PD-1 blockade may not adversely affect COVID-19 outcomes
medwireNews: Treatment with PD-1 inhibitors does not appear to worsen the severity of SARS-CoV-2 infection in patients with lung cancer, suggests a single-center analysis.
As reported in Cancer Discovery, there was no significant difference in outcomes such as hospitalization or mortality rates among patients who did versus did not have a history of PD-1 blockade.
The researchers therefore write: “These initial results are promising for the safety of continued use of PD-1 blockade during the COVID-19 pandemic.
“Further follow up and expanded sample sizes are needed to confirm long term safety and generalizability of our findings. Universal screening efforts are needed to further determine how PD-1 blockade may impact susceptibility to COVID-19.”
Matthew Hellmann and colleagues, from the Memorial Sloan Kettering Cancer Center in New York, USA, identified 69 lung cancer patients who received a laboratory-confirmed diagnosis of SARS-CoV-2 at their institution between 12 March and 13 April 2020.
The median age of the participants was 69 years, just over half (52%) were women, 64% had a smoking history of 5 pack–years or more, 80% had active or metastatic disease, while 93% had a diagnosis of non-small-cell lung cancer.
There was no significant difference between the 59% of patients who had previously received PD-1 inhibitor therapy and the 41% who had not with regard to the rates of hospitalization or death, at 68% versus 56% and 28% versus 18%, respectively.
This was also the case for a composite endpoint of admission to an intensive care unit, intubation, or transition to do not intubate status, at a rate of 38% for PD-1 inhibitor-treated patients compared with 35% for those who had not received PD-1 inhibitors.
The findings were similar when patients in the PD-1 inhibitor group were stratified by time since exposure, with the three subgroups being those who had received their most recent dose within 6 months or 6 weeks, and those who received their first dose within 3 months.
Hellmann and co-researchers note that univariate analysis indicated a numerical increase in the risk for COVID-19 severity outcomes with PD-1 inhibitor use, but the odds ratios “all diminished to approximately 1” after adjustment for smoking status.

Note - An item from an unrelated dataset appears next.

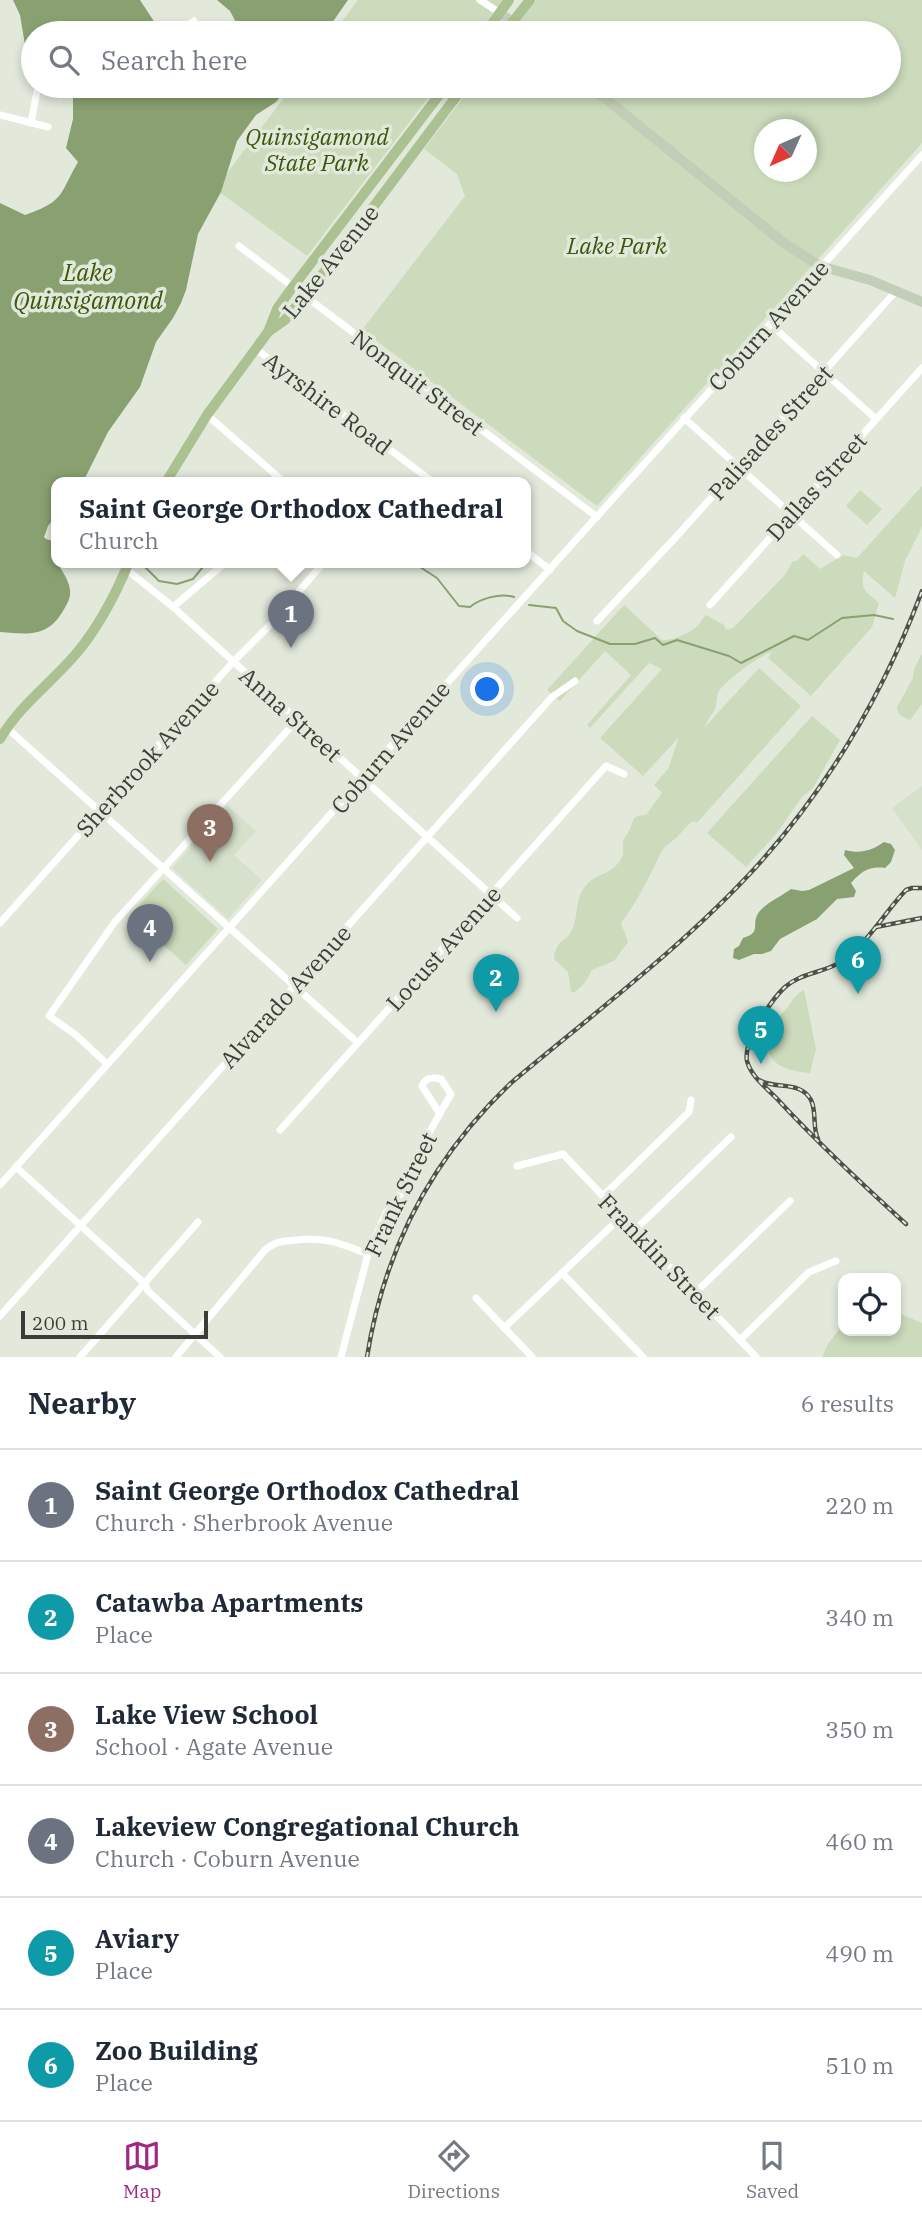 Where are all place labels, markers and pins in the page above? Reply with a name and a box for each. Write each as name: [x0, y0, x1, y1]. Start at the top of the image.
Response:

They also report that at the time of data analysis, nearly two-thirds (62%) of the total study cohort had required hospitalization and almost a quarter (24%) had died.
“These findings from our patients at a single center in New York City add to evidence, supported by reports of outcomes of mostly hospitalized patients with cancer from Hubei province, throughout China, and a cohort largely from northern Italy, that patients with lung cancers are a particularly vulnerable population with high rates of severe COVID-19,” conclude the study authors.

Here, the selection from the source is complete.